Siapa dia? Dia seorang guru bagi anak-anak cacat. Kelompok yang cenderung jadi penghalang bagi dinamika dan akselerasi cita-cita imperium-imperium modern mengecapi kenikmatan hidup. Kelompok orang yang tidak sempurna ini dihangatkan jiwanya dengan kasih dan sayang. Ia menatap mereka, menghantar mereka kepada rembulan bahwa seredup apapun cahaya rembulan jika dibandingkan dengan matahari, tapi yang namanya cahaya selalu akan bermakna dikala kegelapan melanda. Dia membopong mereka untuk mengarungi lautan dengan keyakinan bahwa badai dan gelombang bisa dihadang bukan karena tubuh yang kekar, otot yang menggumpal, tapi dengan keyakinan, dengan jiwa, bahwa usai badai akan ada dermaga karena perahu selalu akan berlabuh. Dengan jemarinya yang gemulai, ia menunjuk langit. Setinggi apa pun alam, bisa digapai asal ada kemauan dan keseriusan yang diaduk dalam keyakinan diri yang kuat serta iman yang tangguh. Ya, hidup dijalankan dengan jiwa, telapak kaki, telapak tangan, sebagai penterjemah, akal budi hanyalah mandor yang tahunya hanya memerintah. Dunia dirubah dengan idealism roh, otak hanyalah sebuah realita fana untuk mempertegas daya hidup dalam sebuah pengalaman.
Dia adalah Een Sukaesih, seorang guru bagi anak-anak cacat. Terserang beberapa jenis penyakit maka Een tiada daya. Lumpuh total. Tapi itu secara fisik. Daya batinnya tidak. Ia bergelora. Sejauh tatapan matanya, itulah cita-citanya, itulah kekuatannya. Rohnya tak pernah mati. Dan itu termaknai kala raganya lunglai di tempat tidurnya tapi jiwanya tetap merambah untuk menggapai cita-cita.
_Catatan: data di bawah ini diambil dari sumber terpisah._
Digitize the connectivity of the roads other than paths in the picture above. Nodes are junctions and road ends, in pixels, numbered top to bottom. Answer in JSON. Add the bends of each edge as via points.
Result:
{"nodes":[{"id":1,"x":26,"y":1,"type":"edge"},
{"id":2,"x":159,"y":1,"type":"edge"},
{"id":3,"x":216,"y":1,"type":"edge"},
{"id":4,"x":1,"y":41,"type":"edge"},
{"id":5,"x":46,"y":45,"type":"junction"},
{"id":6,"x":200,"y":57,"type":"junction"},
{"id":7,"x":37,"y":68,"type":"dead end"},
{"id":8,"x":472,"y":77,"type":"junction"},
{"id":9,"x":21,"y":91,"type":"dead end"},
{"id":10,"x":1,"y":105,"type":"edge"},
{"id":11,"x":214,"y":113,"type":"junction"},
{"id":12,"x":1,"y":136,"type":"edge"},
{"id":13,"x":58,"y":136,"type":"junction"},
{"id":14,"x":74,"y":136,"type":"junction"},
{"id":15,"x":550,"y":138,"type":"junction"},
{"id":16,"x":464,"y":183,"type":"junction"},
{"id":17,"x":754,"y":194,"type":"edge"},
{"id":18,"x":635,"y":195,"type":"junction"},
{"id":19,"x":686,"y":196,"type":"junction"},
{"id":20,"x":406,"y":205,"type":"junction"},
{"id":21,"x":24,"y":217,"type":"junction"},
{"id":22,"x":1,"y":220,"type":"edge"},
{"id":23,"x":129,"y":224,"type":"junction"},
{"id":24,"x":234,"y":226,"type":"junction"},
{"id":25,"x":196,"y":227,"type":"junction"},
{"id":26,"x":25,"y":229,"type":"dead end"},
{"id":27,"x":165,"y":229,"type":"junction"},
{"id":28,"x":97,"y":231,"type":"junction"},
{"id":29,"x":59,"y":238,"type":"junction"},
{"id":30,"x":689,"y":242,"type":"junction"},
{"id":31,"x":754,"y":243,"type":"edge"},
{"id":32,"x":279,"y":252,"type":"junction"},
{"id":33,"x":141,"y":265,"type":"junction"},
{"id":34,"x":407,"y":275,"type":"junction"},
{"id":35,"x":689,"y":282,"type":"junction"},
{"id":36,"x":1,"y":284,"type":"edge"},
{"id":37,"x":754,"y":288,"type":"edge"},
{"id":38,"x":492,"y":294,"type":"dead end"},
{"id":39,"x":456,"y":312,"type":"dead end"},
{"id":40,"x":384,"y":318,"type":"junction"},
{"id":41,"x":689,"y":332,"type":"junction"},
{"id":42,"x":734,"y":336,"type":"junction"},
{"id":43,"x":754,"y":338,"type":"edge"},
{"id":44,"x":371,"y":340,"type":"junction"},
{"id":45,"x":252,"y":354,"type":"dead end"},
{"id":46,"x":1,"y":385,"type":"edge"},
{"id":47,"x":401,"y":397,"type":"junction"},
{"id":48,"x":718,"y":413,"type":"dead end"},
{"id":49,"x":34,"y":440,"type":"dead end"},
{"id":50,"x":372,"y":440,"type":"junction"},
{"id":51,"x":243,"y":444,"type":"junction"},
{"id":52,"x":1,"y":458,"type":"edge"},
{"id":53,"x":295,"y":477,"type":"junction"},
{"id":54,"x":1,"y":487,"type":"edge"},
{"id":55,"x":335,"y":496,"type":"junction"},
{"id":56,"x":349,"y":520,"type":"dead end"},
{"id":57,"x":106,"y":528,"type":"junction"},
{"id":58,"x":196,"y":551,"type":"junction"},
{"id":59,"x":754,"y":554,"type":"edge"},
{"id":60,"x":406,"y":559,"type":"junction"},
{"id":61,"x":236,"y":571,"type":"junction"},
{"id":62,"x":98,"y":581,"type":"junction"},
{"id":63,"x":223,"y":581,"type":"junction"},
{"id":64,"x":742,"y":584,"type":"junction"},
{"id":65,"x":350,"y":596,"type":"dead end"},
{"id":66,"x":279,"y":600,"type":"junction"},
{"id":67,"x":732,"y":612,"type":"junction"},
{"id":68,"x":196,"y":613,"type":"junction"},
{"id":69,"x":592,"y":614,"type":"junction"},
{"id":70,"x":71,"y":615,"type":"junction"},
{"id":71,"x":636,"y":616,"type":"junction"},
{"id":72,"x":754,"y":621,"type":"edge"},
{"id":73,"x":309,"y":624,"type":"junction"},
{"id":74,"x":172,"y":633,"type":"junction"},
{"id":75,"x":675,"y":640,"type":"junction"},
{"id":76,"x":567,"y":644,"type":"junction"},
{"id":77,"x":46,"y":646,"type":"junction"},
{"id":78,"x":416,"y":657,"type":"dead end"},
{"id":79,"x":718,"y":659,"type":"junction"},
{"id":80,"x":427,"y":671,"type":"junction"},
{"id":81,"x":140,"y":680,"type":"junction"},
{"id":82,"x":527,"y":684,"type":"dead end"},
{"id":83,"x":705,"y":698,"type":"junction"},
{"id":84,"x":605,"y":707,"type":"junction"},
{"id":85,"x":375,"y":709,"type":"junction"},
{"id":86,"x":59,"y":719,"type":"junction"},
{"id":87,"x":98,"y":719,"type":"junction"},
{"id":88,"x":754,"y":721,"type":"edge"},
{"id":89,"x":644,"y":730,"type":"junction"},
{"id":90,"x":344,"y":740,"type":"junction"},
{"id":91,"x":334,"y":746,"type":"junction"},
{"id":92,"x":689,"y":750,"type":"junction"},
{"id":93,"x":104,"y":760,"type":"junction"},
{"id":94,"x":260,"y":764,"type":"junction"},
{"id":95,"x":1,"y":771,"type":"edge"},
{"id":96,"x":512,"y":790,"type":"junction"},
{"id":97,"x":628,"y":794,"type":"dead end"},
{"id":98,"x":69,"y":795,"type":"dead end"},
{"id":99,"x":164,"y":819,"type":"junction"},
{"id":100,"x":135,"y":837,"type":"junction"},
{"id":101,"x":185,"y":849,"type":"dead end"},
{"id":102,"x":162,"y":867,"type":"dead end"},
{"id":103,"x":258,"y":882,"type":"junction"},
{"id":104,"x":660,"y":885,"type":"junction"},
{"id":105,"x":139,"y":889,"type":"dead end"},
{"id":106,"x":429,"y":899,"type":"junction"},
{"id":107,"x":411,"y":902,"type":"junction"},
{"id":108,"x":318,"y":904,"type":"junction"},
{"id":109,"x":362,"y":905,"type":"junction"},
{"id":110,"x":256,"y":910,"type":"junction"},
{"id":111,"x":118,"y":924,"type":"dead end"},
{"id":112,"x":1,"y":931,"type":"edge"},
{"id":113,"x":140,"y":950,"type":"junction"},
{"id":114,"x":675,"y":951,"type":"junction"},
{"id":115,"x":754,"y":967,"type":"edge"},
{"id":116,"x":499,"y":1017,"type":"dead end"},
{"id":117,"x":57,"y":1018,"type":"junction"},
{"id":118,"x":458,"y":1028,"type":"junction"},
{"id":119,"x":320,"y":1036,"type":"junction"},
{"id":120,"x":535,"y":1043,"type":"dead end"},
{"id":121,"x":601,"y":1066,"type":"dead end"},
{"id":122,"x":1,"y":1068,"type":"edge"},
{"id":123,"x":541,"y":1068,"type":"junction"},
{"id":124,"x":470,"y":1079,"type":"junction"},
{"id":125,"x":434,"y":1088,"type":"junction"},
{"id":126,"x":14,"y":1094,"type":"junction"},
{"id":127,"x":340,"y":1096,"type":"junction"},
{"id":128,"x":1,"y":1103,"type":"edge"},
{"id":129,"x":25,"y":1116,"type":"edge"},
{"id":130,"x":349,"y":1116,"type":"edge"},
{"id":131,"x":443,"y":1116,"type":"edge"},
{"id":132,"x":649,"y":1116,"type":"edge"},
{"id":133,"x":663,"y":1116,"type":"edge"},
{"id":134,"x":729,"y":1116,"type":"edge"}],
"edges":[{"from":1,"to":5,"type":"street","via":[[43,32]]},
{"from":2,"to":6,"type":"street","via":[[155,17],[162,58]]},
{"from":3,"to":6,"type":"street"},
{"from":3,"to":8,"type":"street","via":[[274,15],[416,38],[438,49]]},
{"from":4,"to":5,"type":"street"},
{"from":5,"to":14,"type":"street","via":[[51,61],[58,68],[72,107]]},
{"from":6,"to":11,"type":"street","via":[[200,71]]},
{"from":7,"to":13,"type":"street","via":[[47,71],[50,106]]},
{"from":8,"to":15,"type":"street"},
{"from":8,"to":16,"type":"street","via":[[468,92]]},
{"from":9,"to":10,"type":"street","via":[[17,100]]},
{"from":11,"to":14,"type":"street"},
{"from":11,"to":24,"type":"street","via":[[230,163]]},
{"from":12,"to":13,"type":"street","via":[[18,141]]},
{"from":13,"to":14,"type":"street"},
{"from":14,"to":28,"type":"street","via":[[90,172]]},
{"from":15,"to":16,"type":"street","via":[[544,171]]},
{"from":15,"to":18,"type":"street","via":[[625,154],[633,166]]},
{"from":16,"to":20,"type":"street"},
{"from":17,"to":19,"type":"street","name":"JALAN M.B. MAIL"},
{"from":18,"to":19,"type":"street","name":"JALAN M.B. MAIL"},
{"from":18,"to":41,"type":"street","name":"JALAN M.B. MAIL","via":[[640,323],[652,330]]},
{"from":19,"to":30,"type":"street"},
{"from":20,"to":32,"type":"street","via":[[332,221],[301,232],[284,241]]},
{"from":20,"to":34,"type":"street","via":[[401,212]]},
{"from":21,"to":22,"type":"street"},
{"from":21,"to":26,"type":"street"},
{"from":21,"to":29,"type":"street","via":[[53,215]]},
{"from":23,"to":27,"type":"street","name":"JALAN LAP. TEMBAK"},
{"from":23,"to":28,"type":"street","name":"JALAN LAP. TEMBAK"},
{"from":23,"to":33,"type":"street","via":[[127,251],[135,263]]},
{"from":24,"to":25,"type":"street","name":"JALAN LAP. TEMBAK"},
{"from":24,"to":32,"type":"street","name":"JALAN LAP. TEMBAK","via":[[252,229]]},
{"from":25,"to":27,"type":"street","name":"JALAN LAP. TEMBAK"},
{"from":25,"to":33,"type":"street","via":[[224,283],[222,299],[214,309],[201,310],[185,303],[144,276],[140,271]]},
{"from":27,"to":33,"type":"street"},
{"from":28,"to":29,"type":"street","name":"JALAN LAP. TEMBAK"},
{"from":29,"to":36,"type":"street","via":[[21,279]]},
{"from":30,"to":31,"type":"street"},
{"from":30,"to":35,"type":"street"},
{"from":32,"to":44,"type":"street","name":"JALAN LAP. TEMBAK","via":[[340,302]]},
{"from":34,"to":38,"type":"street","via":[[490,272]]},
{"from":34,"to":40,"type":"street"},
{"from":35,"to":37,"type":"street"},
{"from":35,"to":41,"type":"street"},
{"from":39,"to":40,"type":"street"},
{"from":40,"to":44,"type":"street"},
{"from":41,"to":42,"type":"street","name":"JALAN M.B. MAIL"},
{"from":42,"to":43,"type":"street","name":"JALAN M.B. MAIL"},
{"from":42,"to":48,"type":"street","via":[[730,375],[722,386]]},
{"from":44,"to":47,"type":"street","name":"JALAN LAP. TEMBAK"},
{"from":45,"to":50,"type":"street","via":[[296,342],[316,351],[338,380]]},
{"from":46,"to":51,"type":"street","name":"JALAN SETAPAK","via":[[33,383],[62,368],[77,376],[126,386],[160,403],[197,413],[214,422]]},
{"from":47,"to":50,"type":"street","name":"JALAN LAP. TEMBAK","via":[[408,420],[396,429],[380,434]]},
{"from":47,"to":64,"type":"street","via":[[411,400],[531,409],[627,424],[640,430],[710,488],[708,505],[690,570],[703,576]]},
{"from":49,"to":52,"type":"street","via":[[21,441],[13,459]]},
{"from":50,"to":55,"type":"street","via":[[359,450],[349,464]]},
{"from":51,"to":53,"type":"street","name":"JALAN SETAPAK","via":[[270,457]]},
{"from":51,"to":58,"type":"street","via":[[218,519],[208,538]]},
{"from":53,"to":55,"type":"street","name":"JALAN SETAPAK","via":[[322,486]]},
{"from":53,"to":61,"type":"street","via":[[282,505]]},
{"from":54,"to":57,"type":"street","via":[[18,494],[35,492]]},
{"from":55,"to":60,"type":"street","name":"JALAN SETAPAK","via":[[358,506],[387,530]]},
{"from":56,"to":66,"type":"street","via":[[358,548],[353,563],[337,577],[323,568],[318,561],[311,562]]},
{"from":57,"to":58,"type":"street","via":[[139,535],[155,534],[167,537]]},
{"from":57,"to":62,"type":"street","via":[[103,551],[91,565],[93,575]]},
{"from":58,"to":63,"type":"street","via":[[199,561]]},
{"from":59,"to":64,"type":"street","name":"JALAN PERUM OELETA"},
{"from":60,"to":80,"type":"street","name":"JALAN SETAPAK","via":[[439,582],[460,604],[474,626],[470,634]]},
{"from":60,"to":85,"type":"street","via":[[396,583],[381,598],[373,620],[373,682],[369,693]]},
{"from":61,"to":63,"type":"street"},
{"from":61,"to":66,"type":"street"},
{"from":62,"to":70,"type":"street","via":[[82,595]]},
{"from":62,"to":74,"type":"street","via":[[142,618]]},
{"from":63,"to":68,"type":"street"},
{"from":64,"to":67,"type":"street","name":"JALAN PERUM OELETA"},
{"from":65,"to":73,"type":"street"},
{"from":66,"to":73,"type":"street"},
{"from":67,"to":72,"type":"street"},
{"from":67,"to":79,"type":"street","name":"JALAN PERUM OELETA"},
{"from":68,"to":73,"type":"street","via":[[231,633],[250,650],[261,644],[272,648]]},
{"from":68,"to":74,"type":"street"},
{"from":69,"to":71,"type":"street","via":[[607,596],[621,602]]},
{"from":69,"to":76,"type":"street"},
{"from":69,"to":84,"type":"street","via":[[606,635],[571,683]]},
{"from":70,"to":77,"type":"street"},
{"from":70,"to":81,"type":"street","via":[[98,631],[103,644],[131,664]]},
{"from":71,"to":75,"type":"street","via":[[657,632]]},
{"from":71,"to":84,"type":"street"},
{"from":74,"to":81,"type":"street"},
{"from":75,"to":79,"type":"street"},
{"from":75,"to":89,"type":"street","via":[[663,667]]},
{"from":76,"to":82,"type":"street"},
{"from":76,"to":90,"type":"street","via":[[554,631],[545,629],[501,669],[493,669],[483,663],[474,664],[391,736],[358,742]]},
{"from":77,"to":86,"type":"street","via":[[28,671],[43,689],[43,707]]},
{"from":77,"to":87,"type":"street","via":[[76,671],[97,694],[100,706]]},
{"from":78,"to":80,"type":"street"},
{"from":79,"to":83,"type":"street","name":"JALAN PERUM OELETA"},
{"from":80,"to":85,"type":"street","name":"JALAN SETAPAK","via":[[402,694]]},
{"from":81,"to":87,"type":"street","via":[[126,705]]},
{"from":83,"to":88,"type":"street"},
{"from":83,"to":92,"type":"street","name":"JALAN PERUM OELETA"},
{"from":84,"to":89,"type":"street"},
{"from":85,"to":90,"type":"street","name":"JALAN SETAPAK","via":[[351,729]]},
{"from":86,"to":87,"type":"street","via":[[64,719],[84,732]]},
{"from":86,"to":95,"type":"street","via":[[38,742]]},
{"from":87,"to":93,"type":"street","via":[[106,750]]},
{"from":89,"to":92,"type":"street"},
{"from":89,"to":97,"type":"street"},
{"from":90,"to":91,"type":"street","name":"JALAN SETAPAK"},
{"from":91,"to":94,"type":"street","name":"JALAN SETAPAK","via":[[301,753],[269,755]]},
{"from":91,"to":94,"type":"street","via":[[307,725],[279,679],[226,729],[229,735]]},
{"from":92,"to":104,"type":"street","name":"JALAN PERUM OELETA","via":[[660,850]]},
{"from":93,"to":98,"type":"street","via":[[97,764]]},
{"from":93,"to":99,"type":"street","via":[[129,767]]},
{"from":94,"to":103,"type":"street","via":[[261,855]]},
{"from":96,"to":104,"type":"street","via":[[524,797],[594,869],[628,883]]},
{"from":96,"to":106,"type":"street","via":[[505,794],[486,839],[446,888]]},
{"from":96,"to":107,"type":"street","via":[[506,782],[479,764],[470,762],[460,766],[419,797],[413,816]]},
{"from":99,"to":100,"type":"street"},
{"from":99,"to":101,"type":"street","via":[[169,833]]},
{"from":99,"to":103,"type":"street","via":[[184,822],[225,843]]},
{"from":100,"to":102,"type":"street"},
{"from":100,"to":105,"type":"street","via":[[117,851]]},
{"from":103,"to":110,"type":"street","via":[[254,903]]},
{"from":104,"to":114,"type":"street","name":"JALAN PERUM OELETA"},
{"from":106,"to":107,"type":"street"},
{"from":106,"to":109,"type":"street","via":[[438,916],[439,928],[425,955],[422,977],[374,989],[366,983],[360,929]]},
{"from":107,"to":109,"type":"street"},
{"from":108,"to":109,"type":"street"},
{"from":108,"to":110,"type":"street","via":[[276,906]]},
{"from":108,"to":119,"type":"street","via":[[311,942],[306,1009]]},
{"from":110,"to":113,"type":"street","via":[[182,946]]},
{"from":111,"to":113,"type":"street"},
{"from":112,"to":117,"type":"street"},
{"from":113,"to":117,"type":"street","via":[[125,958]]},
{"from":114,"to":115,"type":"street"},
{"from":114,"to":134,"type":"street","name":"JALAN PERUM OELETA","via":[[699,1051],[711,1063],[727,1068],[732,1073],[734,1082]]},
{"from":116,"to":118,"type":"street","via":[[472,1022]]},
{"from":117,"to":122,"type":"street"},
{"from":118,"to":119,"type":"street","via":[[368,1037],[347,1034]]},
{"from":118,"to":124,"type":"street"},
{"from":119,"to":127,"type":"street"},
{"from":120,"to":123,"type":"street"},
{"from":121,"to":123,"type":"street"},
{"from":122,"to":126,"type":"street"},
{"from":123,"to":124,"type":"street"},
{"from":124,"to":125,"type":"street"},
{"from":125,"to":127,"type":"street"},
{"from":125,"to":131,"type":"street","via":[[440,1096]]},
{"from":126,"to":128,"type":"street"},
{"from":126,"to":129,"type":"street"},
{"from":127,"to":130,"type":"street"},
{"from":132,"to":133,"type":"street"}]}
Kala menatap suguhan kamera SCTV sore itu, aku pun tertegun. Tanyaku, mengapa makna terdalam hidup kadang mencuat kala raga tiada daya? Mengapa gelora jiwa selalu nampak ke permukaan dan tertanam kukuh ketika kekuatan raga jatuh ke titik nol? Mengapa deraian air mata kadang menjadi gerbang menuju penemuan terdalam untuk memaknai subtansi? Mengapa semua itu tidak diperoleh di lantai dansa di pub mewah? Dan hal itu, peristiwa itu akan menjadi yang sangat berarti dalam dan bagi hidup. Air mata dapat menghantar menuju ke keagungan diri. Itu. Benar. Memang. Pasti. Aku lalu teringat kata orang bijak, Âpenderitaan hidup mengajarkan manusia untuk memaknai hidup. Nah, berarti dalam euphoria, apakah hidup tidak bisa dimaknai? Atau, itulah perjalanan manusia, bahwa tak selamanya kepenuhan materi; tarian indah, enaknya lidah meliuk, pesona mata menatap sejuta warna busana, liukan tubuh lunglai mengikuti music mengikat rasa, menjadi jaminan untuk mencapai kesempurnaan jiwa. Lalu, mengapa ia harus bergerak melewati alur derita untuk menuju ke titik nol? Karena, dalam derita kesadaran kefanaan semakin mencuat ke permukaan, dan bangkit pengakuan akan kekuatan jiwa berkiblat penuh pada Sesuatu yang Kekal Kekuatan itu demikian mengikat, mencengkeram raga. Ia terhadirkan ketika ketiadaan menghantar manusia pada realita kepasrahan tanpa bisa bangkit lagi dengan kekuatan sendiri. Ia bukan symbol keperkasaan karena bukan materi, ia bukan badai gurun sahara yang menyaput tak peduli, ia bukan tsunami yang haus siap menelan apa saja, ia bukan pemangsa bagai buaya benua Afrika, bukan pula rudal antar benua milik Korut. Bukan, karena ia immateri. Ia cuma udara, hanya ruah. Dengan kekuatan itu, Een hidup dan berani menatap masa depan, dengan jemarinya menunjuk ke langit biru, dengan tapaknya ia berjalan setapak demi setapak dan terus berjalan ke ujung batas cakrawala cita-cita , dengan jiwanya ia tahu bahwa hidup akan berakhir sekali waktu, dan berkiblat pada Sesuatu yang telah jadi jiwanya, maka yang terindah dan abadi dalam hidup adalah mencintai, mengukir dunia dengan kasih abadi.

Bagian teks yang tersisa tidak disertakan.